„Maybrit Illner: Weniger Geld, mehr Flüchtlinge – ist Deutschland noch stark genug?“ ZDF, Donnerstag, 3.November 2022, 22.15 Uhr.
Putins dreckiger Bombenterror treibt immer mehr Ukrainer aus der Heimat, auch über Mittelmeer und Balkanroute kommen jede Woche Tausende. Das Flüchtlingsproblem lässt sich nicht mehr wegtuppern: Viele Kommunen arbeiten längst im migrationspolitischen Streckbetrieb! Maybrit Illners Gäste:
Nancy Faeser (52, SPD). Die Innenministerin verteidigt das Bürgergeld der Ampel: „Es stimmt einfach nicht, dass es sich in Deutschland nicht mehr lohnt, zu arbeiten!“
Carsten Linnemann (45, CDU). Der CDU-Vize wettert: „Wir müssen in einem Land leben, in dem man die Dinge aussprechen darf, ohne gleich in die rechte Ecke gestellt zu werden!“
Boris Palmer (50, Grüne). Tübingens bundesweit populärer OB wurde übel als „Rassist“ beschimpft, aber schallend wiedergewählt.

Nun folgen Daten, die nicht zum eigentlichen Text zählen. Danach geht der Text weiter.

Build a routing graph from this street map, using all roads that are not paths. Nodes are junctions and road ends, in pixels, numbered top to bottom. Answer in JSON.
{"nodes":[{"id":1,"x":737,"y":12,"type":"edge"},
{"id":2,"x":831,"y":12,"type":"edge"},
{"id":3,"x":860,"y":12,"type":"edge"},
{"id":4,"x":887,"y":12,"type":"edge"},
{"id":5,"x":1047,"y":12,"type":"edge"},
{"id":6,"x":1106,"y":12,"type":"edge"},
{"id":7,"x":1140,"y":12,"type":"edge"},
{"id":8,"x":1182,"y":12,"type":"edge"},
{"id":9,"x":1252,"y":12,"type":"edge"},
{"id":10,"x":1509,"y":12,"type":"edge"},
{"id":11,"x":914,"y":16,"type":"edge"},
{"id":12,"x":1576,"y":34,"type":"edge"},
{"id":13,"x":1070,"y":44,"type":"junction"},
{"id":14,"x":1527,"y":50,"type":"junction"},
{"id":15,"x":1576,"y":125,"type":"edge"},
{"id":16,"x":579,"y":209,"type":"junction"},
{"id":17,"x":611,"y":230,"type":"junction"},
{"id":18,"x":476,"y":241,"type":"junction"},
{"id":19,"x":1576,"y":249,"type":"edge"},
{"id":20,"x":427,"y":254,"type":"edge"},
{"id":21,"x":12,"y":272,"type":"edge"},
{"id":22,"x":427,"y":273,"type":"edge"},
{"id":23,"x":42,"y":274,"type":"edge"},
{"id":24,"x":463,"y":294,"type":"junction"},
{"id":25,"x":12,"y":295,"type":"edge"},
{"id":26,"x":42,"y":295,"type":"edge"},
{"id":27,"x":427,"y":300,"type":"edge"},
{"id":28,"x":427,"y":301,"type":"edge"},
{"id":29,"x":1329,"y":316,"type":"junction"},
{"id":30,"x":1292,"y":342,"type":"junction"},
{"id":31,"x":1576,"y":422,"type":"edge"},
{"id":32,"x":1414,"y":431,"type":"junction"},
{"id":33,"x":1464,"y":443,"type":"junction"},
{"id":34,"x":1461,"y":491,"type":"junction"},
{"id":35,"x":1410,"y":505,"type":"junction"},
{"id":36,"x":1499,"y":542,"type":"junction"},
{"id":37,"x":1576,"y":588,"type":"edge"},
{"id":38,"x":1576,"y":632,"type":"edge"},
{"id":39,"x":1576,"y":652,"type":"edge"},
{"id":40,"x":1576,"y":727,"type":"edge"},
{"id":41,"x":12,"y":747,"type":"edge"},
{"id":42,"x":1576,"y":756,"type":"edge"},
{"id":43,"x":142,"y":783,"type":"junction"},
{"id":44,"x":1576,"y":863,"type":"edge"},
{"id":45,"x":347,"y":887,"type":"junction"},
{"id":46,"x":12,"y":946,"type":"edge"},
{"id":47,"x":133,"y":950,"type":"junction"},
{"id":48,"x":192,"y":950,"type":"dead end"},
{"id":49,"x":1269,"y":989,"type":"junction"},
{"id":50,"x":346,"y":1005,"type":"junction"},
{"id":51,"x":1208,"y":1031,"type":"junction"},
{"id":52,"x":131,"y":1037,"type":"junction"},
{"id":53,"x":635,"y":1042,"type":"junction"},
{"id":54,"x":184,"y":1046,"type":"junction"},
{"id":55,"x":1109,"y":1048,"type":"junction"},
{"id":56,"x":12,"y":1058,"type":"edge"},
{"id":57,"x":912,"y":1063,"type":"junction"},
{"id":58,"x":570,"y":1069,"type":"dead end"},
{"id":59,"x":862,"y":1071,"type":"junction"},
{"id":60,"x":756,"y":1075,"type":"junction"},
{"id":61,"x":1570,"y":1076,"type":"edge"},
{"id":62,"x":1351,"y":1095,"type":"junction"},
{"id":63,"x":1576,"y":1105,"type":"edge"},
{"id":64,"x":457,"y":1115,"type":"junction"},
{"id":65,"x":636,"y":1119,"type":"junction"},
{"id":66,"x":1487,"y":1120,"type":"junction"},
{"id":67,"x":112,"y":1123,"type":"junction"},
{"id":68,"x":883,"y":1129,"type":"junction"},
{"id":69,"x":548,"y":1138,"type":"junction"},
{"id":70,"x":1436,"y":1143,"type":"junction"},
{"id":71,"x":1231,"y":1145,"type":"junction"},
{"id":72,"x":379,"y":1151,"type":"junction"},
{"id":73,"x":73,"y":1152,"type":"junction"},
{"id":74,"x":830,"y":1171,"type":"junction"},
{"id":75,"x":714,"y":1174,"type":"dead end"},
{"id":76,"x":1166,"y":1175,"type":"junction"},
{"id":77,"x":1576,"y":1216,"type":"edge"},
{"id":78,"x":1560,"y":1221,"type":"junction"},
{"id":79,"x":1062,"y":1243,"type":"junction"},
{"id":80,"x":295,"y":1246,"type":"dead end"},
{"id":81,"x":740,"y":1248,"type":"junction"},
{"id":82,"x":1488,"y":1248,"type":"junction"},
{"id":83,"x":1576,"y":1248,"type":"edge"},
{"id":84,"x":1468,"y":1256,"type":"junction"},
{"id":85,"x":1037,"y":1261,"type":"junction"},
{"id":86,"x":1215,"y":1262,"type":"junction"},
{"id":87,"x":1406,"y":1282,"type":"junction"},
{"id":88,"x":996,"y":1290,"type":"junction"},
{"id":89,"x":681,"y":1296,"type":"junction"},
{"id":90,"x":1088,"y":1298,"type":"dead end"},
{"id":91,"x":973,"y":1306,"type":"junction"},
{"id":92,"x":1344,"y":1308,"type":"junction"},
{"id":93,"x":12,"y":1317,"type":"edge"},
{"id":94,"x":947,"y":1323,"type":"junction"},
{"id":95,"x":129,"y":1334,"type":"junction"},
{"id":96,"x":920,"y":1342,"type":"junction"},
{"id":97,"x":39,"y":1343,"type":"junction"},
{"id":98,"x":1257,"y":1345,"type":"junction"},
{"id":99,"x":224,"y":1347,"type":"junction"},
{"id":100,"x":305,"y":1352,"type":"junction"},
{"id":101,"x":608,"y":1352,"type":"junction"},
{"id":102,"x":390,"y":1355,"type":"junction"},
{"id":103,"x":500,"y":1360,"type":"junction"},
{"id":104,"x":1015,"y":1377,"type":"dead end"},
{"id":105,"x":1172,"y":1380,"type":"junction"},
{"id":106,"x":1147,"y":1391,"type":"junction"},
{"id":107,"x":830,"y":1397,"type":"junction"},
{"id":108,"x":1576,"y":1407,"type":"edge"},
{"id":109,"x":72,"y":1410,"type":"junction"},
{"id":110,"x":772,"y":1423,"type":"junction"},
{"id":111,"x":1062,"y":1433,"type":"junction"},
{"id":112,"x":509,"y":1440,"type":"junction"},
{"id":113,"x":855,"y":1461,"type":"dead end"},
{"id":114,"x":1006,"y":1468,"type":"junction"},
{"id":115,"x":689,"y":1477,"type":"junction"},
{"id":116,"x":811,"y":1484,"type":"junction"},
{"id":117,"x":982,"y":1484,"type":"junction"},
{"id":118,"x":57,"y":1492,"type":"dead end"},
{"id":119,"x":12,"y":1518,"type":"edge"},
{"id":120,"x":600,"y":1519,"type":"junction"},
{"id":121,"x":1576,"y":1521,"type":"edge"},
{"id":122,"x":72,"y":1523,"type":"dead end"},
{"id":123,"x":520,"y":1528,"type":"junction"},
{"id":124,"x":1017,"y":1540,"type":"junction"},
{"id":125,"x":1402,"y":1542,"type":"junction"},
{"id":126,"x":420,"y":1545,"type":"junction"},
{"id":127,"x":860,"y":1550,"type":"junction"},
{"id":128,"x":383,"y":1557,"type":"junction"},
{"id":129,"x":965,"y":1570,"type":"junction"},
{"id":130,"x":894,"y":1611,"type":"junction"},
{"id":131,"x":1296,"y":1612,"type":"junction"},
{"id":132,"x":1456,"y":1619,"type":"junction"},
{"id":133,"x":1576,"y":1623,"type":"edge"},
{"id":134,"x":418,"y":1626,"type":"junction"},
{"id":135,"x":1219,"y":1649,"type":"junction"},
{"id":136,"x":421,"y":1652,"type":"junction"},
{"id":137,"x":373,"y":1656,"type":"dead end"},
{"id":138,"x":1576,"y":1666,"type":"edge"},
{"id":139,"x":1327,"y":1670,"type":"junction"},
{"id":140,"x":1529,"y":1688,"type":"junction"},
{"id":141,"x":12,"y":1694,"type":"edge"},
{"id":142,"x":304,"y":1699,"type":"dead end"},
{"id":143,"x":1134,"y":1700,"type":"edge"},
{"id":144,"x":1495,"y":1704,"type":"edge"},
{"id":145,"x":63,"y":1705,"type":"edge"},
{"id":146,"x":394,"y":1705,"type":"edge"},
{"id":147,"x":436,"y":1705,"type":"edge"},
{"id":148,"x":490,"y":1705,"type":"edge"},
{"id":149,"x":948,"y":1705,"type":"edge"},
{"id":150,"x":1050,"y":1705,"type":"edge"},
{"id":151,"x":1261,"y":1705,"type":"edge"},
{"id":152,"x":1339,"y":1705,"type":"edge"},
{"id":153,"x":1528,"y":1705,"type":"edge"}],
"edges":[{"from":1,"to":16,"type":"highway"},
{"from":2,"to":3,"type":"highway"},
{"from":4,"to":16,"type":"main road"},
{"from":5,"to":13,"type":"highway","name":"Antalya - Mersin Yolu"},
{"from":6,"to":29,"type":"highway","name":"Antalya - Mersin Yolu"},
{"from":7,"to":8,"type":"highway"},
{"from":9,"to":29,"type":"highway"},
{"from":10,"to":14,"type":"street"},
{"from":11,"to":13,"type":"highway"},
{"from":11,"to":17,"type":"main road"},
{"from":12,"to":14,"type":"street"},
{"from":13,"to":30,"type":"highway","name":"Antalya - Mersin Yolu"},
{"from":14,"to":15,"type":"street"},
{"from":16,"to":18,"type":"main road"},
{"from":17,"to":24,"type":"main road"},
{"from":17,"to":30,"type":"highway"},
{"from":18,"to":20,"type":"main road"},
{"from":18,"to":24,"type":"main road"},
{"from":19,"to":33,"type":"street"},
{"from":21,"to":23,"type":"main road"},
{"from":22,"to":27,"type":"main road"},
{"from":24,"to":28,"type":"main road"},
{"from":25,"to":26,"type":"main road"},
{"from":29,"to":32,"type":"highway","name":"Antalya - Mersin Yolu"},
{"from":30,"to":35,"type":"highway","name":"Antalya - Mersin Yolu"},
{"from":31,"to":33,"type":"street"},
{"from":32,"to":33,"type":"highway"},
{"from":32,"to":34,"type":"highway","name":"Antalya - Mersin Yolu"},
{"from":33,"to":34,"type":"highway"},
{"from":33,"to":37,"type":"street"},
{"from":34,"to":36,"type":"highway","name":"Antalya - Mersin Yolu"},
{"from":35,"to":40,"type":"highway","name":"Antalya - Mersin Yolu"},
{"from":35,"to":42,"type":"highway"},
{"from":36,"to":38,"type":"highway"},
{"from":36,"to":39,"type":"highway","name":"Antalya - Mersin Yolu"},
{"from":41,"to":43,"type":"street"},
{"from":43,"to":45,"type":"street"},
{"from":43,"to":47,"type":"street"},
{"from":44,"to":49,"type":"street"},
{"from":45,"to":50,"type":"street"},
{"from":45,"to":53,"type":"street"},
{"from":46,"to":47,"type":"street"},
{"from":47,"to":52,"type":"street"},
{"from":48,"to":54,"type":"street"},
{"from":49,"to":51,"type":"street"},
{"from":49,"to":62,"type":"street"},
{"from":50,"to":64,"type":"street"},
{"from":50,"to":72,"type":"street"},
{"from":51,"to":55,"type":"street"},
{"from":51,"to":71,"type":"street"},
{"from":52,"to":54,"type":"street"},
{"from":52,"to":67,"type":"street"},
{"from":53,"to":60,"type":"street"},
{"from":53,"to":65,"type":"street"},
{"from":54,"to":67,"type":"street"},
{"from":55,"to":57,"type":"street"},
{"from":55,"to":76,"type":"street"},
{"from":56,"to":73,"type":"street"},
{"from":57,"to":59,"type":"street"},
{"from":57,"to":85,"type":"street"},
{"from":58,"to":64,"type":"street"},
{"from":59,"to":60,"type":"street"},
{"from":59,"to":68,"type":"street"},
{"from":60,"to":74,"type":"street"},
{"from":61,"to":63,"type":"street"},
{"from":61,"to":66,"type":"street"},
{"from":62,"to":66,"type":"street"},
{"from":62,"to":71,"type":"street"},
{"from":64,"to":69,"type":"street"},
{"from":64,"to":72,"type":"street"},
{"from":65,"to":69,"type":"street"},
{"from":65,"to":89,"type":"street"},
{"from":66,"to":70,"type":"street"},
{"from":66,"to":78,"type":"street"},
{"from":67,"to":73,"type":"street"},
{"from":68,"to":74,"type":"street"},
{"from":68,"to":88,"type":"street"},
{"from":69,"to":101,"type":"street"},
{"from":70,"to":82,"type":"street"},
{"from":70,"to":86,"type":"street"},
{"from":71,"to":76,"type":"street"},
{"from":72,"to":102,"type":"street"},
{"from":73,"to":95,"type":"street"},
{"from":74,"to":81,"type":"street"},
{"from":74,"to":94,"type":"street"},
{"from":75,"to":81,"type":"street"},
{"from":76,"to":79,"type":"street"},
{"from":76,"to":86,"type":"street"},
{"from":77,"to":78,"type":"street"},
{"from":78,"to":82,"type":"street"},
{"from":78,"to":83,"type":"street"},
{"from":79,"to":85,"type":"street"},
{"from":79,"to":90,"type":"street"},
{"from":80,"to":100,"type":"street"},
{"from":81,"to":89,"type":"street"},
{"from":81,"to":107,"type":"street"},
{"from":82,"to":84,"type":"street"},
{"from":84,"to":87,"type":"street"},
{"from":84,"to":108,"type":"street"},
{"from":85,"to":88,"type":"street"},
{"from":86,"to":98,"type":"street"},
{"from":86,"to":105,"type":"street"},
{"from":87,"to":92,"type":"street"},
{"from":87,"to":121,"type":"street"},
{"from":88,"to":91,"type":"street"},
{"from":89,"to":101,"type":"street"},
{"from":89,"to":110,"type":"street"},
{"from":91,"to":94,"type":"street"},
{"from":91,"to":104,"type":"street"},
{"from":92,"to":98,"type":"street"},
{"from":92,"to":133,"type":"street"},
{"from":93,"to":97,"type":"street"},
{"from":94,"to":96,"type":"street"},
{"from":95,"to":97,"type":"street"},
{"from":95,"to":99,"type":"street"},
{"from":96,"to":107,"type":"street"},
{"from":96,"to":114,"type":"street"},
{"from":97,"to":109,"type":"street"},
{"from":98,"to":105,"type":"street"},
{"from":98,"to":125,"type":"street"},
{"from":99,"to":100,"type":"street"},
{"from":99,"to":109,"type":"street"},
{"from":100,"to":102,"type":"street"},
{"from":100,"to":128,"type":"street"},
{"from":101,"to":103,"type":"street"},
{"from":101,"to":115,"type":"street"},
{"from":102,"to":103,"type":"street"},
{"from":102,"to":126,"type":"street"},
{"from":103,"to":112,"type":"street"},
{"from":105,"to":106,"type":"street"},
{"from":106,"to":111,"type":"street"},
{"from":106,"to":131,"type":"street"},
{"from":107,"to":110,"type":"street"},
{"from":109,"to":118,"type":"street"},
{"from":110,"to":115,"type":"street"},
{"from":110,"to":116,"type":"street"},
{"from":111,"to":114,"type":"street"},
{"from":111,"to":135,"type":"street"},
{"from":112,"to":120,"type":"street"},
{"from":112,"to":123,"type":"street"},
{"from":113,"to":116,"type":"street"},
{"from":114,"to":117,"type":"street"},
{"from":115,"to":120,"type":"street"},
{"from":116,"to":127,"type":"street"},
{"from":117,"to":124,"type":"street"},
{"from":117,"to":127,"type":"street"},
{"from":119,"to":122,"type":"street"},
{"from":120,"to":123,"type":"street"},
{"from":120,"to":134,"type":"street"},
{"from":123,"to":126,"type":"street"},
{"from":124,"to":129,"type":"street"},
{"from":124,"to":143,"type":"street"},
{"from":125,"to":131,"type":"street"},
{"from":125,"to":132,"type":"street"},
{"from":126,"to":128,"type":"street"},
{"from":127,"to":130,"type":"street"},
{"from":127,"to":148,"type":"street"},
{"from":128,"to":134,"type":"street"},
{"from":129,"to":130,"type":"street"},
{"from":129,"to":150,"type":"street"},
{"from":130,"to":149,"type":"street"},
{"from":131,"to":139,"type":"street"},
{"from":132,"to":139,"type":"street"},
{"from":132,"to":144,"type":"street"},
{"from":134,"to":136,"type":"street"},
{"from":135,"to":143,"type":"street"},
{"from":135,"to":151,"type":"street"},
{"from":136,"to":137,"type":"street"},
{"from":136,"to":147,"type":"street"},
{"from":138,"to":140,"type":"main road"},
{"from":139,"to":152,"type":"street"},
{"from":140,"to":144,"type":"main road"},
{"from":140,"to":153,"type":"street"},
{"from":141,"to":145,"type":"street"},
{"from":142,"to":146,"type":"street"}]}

Sirkka Jendris (44). Die Chefin der „Tafel“ klagt: „So viele Bedürftige hatten wir noch nie!“
Gerald Knaus (52). Der Migrationsforscher befürchtet einen „historischen Fluchtwinter“.
Ann-Katrin Müller (35). Die Journalistin („Spiegel“) kritisiert: „Wir tun nicht so viel wie andere Länder, der Ukraine zu helfen in diesem Krieg, mit Waffen & Co.“
Die Politik zwischen Parteiparolen und Praxis! Das Zoff-o-Meter hofft auf faire Argumente.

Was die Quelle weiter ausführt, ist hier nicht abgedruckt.